Exercise 25
Info

This is an in-class exercise. An exercise page like this one will contain a brief description but is intended to be supplemented by discussion during our meeting time. Complete the exercise to the best of your ability in the time given. Feel free to talk with other students as you work, and do not be afraid to ask questions if you get stuck. Aim to complete as much as possible during our meeting, and submit on Gradescope to check your solution. You are encouraged to work at home to complete what you do not get through today, and ask questions over Piazza or in office hours.

Info

Get started by running git pull to update your clone of the public repository, and then copying the exercises/ex25 directory into your personal git repository.

Learning Objectives

Reinforces basic C++ concepts

  • C++ basics: file I/O using istream and ostream, string manipulation
  • Using stringstream to extract data from a string
Goal

Implement programs to abbreviate words in a text document, analyze tokens in a text document, and analyze a text document to find the relative frequencies of letters.

Processing and analyzing text

In this exercise you will write programs and functions to manipulate and transform text using the string and stringstream classes, and read and write text files using ifstream and ofstream.

The exercise has two “required” parts, Part 1 and Part 2, and one “optional” part, Part 3.

Part 1

Words are often recognizable when one or more of the vowels (“a”, “e”, “i”, “o”, and “u”) are omitted. For example:

W’rds ‘r’ ‘ft’n r’c’gn’z’bl’ wh’n ‘n’ ‘r m’r’ ‘f th’ v’w’ls ‘r’ ‘m’tt’d.

In this transformed sentence, each vowel or consecutive group of vowels has been replaced with a single apostrophe (') character. It’s a bit difficult to read, but not impossible. To test the theory that text abbreviated this way is still readable, you will write a program to automatically abbreviate text.

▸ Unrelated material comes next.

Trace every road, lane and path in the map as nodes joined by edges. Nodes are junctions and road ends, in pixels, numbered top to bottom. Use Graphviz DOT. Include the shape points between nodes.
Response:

Complete the program in abbrev.cpp as follows. The program takes two command-line arguments. The first is the name of an input file, which will contain the input text. The second is the name of the output file to generate, containing the abbreviated form of the original text. Some helper functions have been provided to get you started, but you’ll have to finish writing abbreviate and main.

Compile the program using the command

g++ -g -std=c++11 -Wall -Wextra -pedantic abbrev.cpp -o abbrev

Example usage:

./abbrev example1.txt example1-abbrev.txt

As you work, the documentation for the string class will be useful: http://www.cplusplus.com/reference/string/string/

Three example files are provided, example1.txt, example2.txt, and example3.txt. The expected results of abbreviating the text in each file are in the files example1-expected.txt, example2-expected.txt, and example3-expected.txt. You can check your program’s output using the diff command, e.g. (assuming that your transformed version of example1.txt is called example1-abbrev.txt):

diff -w example1-expected.txt expected1-abbrev.txt

If the diff command produces no output, then your output matches the expected output.

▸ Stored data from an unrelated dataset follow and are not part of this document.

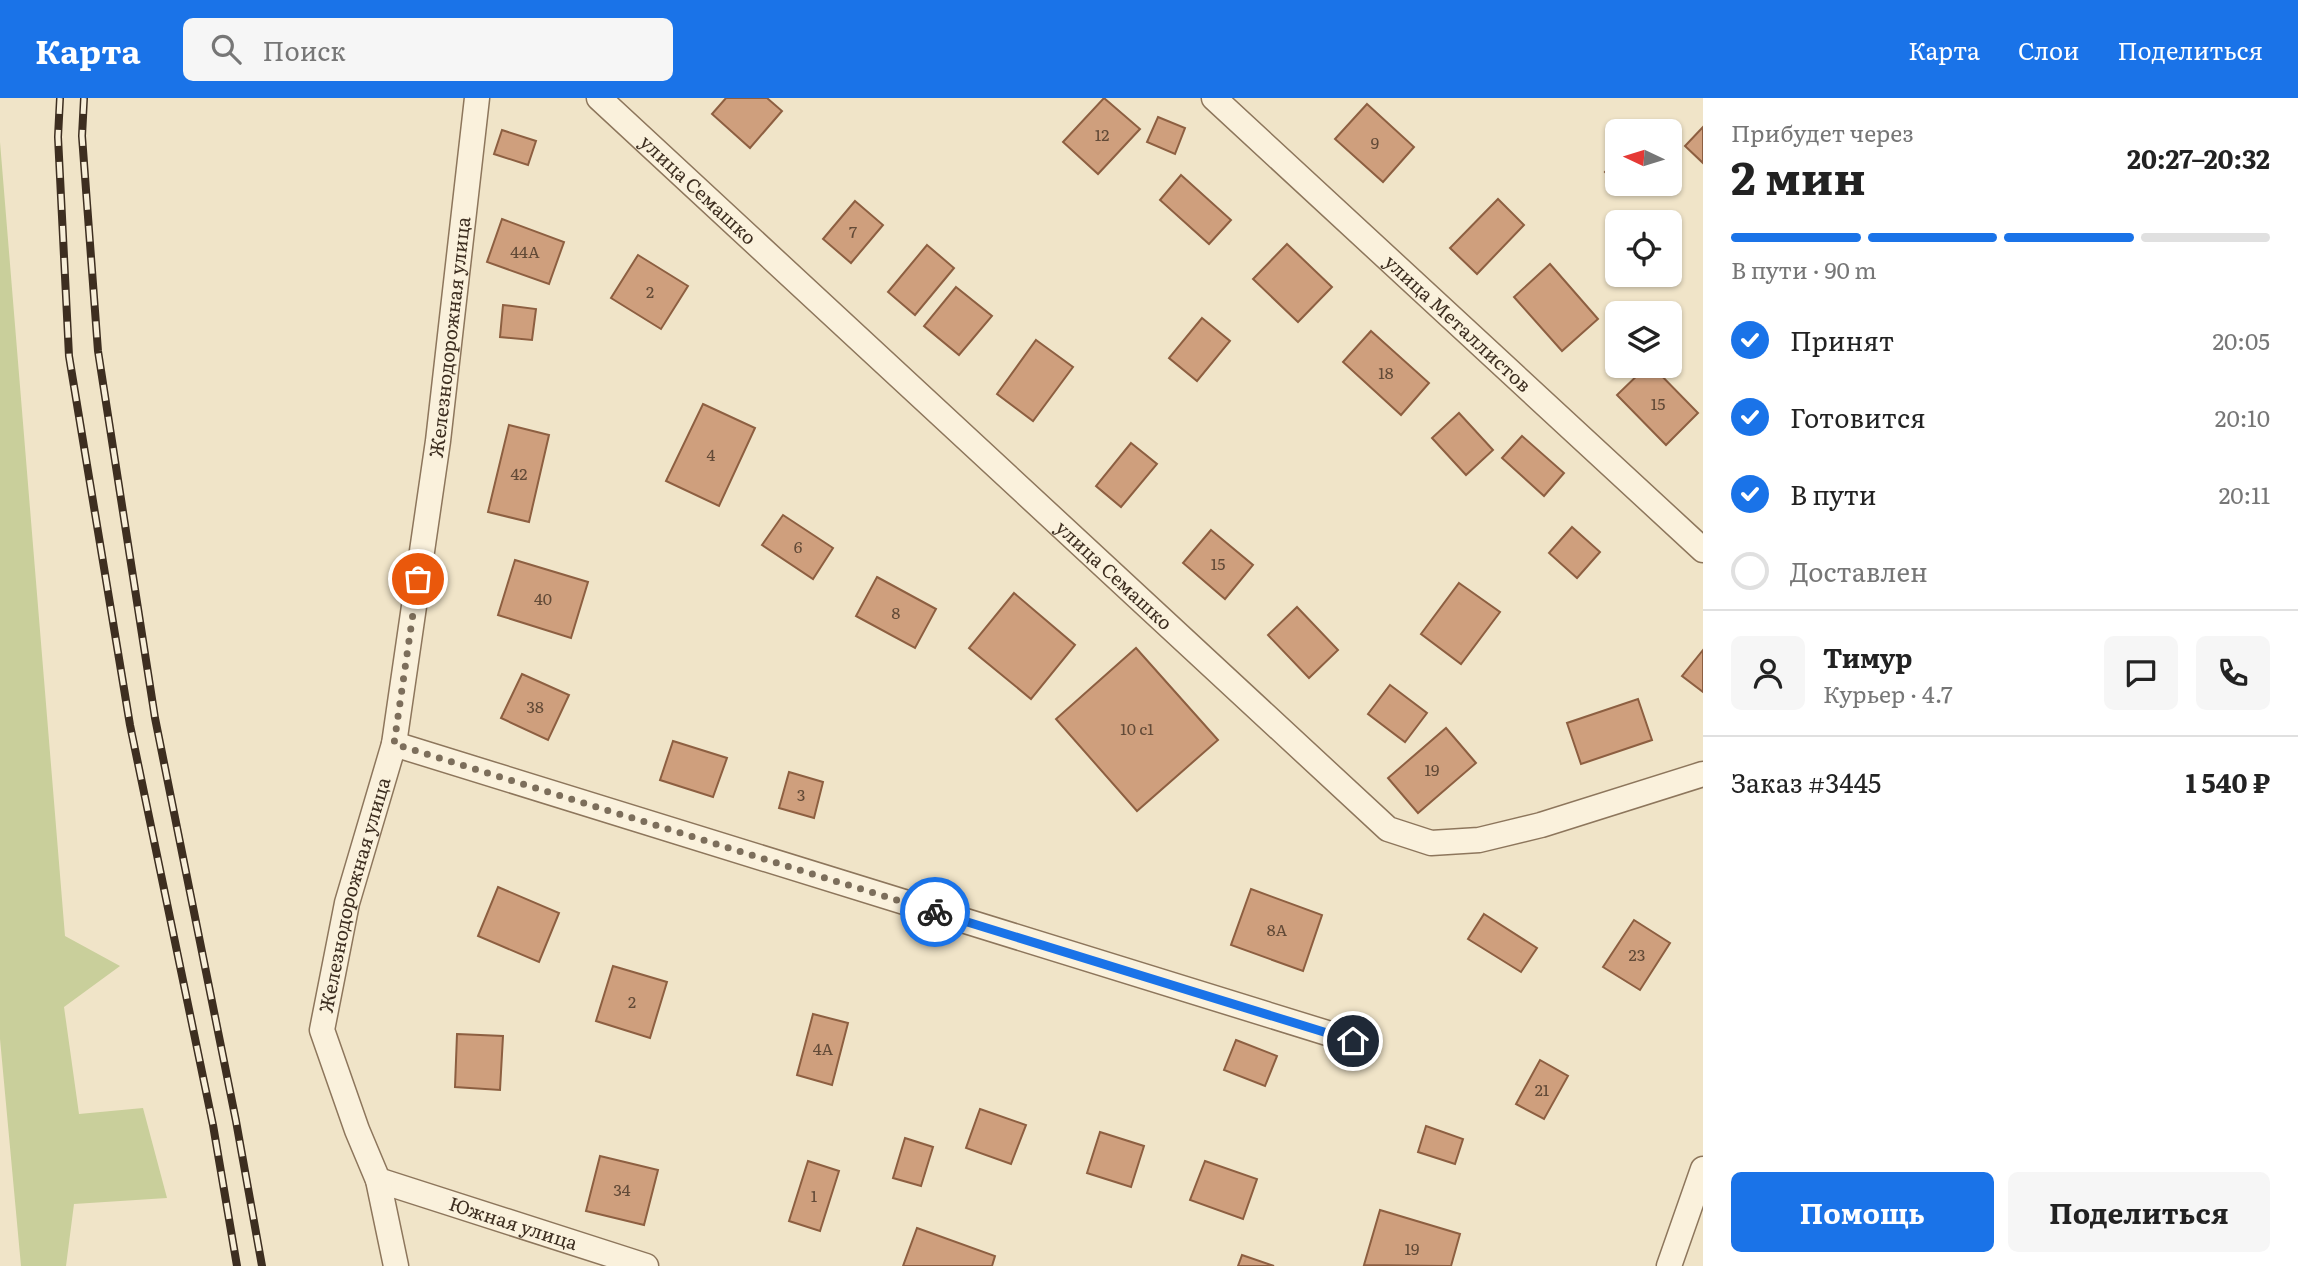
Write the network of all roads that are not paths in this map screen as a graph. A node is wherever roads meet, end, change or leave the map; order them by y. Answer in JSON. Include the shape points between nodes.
{"nodes":[{"id":1,"x":477,"y":98,"type":"edge"},
{"id":2,"x":599,"y":98,"type":"edge"},
{"id":3,"x":1214,"y":98,"type":"edge"},
{"id":4,"x":1703,"y":550,"type":"edge"},
{"id":5,"x":394,"y":744,"type":"junction"},
{"id":6,"x":1703,"y":775,"type":"edge"},
{"id":7,"x":1353,"y":1041,"type":"dead end"},
{"id":8,"x":1703,"y":1169,"type":"edge"},
{"id":9,"x":378,"y":1180,"type":"junction"},
{"id":10,"x":397,"y":1266,"type":"edge"},
{"id":11,"x":646,"y":1266,"type":"edge"},
{"id":12,"x":1670,"y":1266,"type":"edge"}],
"edges":[{"from":1,"to":5,"type":"street","name":"Железнодорожная улица","via":[[438,441]]},
{"from":2,"to":6,"type":"street","name":"улица Семашко","via":[[1388,829],[1431,843],[1479,839],[1541,825]]},
{"from":3,"to":4,"type":"street","name":"улица Металлистов"},
{"from":5,"to":7,"type":"street"},
{"from":5,"to":9,"type":"street","name":"Железнодорожная улица","via":[[347,903],[322,1030]]},
{"from":8,"to":12,"type":"street"},
{"from":9,"to":10,"type":"street","name":"Железнодорожная улица"},
{"from":9,"to":11,"type":"street","name":"Южная улица"}]}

Here are some hints and suggestions.

You can read the input file line by line using the getline function, which reads a line of text from an istream (including an ifstream) into a string object. Your main loop might look something like this (assuming that in is an ifstream reading from the input file):

string line;
while (getline(in, line)) {
  // do something with line
}

To read words from a line, creating a stringstream from one line of text and then reading one word at a time can be accomplished as follows:

stringstream ss(line);
string word;
while (ss >> word) {
  // do something with word
}

Defining a function with the following prototype will probably be a good idea:

string abbreviate(const string &word);

You should use an ofstream to write the output file.

Part 2

One useful technique enabled by the stringstream class is the capability to dynamically check a string to determine if it contains data in a particular form (integer value, floating point value, etc.)

Complete the program in classify.cpp so that it reads textual input from cin one token at a time, and then prints the following summary information:

A token should be considered a floating point value if a double value can be successfully extracted from it using a stringstream.

A token should be considered an integer value if it is not a floating point value, but an int value can be successfully extracted from it using a stringstream, such that the entire string is matched. For example, the string "3.14159" could be extracted into an int variable, but only the 3 character would be matched, leaving the remaining text (".14159") unmatched.

All tokens that aren’t floating point or integer should be considered non-numeric.

Compile the program using the command

g++ -g -std=c++11 -Wall -Wextra -pedantic classify.cpp -o classify

You can test your program by running the command

./classify < data.txt

The output should be something like:

Floating point sum: 387.542
Integer sum: 8
Number of non-numeric tokens: 24
Number of characters in non-numeric tokens: 114

Hint: one way to determine if an extraction of an integer value from a stringstream consumed the entire string is, after the int value is extracted successfully, to attempt to extract a string. If the extraction of the string value fails, then you know that the extraction of the int value consumed the entire original string.

Part 3 (Bonus)

Note that this part is optional! It’s a good opportunity to practice working with input files, STL containers, and STL algorithms, but it’s not essential.

Complete the program in letter_freq.cpp so that it counts the number of occurrences of each letter in the input text file specified as the command line argument. The program should ignore case, so (for example) “A” and “a” are considered the same letter.

After analyzing the input file, the program should print a table with the number of ocurrences of each letter, in the order from most-frequently occurring to least-frequently occurring. For example, the invocation

./letter_freq example2.txt

should produce the output

e: 107
i: 80
t: 76
n: 62
o: 62
a: 57
r: 56
s: 53
h: 51
l: 45
m: 30
u: 26
p: 25
g: 24
f: 22
y: 22
d: 21
c: 18
w: 17
v: 13
b: 9
k: 4
q: 2
z: 2

As the data structure for recording the occurrence count of each letter, use a vector of Bucket elements, where Bucket is a struct defined something like the following:

struct Bucket {
  char letter;
  unsigned count;
};

The vector should have one Bucket per letter.

The program’s main loop should read characters from the input file one at a time. The get member function should be useful. For example, if in is an ifstream reading from the input file, the main loop might look something like this:

char c;
while (in.get(c)) {
  // do something with c
}

The <cctype> header is included, so that you can use the isalpha, toupper and/or tolower functions. Your program will need to know which characters are letters, and then convert each letter to a consistent case (upper or lower), in order to know which bucket to update when a letter is encountered.

Before printing the output, you can use the std::sort algorithm to sort the vector elements so that they are arranged from most-frequently occurring to least-frequently occurring. To do this, implement a function with the following signature:

bool compare_buckets(const Bucket &left, const Bucket &right);

The function should return true if the left bucket should be before the right bucket. If two buckets have the same count, then the one with the earlier letter should come first.

To sort the vector:

sort(hist.begin(), hist.end(), compare_buckets);

This code assumes that your vector of Bucket elements is called hist.

Reminder

Remember to add and commit to your local repo copy as your work. Push to your remote repo when finished. Also scp and submit to Gradescope to check your solution. Use exit to logout from your ugrad account when finished. If you continue to work on the program after class, make sure to keep your repo updated as well!